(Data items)
# # # # # # #

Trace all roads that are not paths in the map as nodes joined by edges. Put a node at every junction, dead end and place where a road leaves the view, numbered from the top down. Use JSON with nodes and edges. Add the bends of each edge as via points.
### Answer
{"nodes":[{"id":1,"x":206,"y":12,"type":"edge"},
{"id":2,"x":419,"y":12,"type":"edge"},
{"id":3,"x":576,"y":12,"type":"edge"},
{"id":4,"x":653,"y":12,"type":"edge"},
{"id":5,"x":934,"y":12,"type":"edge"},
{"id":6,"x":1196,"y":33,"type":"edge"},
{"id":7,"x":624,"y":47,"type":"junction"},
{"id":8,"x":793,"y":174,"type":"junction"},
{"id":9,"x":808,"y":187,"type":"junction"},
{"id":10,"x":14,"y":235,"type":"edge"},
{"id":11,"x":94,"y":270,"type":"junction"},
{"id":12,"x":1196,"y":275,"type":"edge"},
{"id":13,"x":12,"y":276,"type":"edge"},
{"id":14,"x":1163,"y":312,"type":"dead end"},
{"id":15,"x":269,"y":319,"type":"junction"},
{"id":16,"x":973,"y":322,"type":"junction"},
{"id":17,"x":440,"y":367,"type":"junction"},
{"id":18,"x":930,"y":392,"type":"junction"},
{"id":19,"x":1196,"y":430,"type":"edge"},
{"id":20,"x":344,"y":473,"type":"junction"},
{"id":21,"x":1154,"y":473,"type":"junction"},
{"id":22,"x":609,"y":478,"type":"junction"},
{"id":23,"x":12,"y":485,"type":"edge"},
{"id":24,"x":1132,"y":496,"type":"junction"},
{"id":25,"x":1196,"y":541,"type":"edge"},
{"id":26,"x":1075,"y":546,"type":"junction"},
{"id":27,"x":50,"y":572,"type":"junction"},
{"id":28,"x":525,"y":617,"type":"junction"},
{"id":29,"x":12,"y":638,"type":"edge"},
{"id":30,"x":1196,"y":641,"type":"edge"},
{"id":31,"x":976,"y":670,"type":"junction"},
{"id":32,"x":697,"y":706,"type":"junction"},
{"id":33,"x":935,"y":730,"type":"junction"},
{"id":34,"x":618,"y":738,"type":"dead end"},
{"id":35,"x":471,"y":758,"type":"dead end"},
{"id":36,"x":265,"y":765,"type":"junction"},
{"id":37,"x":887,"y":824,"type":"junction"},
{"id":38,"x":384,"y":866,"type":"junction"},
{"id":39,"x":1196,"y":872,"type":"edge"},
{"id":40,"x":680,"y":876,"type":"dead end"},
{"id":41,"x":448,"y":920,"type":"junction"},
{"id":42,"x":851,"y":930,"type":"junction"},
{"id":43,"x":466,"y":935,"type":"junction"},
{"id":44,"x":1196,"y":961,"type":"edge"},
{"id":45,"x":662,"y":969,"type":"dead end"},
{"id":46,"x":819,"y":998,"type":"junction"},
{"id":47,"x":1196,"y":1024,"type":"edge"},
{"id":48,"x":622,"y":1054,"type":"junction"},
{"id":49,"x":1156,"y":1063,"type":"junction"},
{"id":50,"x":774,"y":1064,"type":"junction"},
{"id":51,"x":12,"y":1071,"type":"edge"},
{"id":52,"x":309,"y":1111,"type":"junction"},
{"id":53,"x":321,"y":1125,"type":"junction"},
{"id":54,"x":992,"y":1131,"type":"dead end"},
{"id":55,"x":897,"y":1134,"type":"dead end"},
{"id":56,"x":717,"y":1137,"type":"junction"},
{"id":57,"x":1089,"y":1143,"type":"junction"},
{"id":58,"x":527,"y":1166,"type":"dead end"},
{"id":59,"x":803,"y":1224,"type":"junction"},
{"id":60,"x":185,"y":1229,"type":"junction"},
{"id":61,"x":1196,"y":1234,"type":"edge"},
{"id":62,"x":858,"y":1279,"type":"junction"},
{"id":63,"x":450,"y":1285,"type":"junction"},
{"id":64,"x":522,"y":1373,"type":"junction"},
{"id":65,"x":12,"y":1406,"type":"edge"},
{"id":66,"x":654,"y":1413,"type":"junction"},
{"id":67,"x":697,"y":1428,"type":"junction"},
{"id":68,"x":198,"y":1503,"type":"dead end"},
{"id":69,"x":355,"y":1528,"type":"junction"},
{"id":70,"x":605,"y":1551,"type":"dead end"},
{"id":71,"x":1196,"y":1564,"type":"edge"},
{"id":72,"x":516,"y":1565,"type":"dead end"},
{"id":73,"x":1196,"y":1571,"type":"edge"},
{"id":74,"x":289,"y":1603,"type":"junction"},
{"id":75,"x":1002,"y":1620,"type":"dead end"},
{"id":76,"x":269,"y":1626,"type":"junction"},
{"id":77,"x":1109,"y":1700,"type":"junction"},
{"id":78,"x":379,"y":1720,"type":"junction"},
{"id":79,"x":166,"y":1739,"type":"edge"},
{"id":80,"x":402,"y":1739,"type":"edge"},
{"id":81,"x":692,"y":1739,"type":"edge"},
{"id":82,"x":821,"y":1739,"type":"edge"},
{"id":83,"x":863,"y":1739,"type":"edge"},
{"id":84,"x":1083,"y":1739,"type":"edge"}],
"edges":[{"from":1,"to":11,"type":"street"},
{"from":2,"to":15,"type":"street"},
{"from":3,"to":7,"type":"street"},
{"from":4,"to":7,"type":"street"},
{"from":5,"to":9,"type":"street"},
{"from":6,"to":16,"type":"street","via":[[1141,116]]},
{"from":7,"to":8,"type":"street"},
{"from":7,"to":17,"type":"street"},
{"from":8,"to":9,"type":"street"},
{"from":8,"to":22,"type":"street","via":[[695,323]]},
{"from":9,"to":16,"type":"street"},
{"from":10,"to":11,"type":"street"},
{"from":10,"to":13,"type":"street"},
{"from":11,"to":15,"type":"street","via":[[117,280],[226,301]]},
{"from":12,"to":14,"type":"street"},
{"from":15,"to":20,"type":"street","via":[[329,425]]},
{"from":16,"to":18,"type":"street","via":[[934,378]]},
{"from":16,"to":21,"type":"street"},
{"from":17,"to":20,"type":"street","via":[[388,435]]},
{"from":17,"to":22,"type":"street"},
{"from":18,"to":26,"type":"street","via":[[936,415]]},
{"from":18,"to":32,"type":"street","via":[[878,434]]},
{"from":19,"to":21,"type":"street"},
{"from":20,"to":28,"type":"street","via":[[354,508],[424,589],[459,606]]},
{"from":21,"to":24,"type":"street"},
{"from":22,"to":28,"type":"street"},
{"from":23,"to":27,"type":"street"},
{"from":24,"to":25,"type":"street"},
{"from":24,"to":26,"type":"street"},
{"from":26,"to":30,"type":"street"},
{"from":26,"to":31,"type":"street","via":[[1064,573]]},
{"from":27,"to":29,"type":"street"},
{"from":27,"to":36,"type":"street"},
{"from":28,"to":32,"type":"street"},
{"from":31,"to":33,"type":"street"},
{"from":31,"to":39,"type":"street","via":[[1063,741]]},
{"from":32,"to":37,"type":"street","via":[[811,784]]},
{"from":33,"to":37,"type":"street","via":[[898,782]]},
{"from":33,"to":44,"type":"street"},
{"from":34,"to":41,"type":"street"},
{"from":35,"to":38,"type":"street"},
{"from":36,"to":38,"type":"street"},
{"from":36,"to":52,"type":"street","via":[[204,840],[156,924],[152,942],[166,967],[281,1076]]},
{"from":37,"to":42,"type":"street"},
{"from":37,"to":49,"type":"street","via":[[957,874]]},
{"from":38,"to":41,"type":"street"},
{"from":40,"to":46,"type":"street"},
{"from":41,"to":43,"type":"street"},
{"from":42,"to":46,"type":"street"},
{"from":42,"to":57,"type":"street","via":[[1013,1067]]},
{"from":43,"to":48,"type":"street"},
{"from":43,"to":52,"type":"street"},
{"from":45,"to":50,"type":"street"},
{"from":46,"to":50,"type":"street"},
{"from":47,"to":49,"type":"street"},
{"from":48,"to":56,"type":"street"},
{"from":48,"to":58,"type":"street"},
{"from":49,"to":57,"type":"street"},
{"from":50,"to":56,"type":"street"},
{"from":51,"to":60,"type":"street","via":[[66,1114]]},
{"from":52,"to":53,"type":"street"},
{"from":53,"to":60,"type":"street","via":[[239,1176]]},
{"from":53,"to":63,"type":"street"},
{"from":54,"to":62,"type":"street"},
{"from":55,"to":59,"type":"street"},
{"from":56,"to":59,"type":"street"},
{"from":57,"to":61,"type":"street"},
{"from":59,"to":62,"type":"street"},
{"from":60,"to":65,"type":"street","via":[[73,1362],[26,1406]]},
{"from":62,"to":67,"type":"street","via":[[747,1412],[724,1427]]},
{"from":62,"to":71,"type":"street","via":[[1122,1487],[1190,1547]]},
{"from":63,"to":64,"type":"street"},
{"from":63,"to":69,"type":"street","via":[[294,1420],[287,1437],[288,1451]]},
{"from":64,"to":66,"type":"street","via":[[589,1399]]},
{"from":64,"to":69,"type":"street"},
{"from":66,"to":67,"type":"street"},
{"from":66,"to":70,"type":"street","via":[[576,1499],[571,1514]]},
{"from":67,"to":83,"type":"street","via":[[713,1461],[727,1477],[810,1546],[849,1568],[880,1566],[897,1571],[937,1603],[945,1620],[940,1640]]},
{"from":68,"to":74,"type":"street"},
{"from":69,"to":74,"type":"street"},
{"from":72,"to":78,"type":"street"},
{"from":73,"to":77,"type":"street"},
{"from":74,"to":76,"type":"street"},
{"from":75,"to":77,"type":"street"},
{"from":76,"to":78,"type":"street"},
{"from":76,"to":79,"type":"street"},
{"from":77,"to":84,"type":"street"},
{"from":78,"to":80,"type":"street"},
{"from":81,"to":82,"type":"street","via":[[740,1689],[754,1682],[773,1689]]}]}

# # # # # # #

■ WHAT YOU ARE ASKED TO DO: Which lines in the data above hold the string "nodes"? Return each of them.

■ RESPONSE FOR THIS EXERCISE:
Trace all roads that are not paths in the map as nodes joined by edges. Put a node at every junction, dead end and place where a road leaves the view, numbered from the top down. Use JSON with nodes and edges. Add the bends of each edge as via points.
{"nodes":[{"id":1,"x":206,"y":12,"type":"edge"},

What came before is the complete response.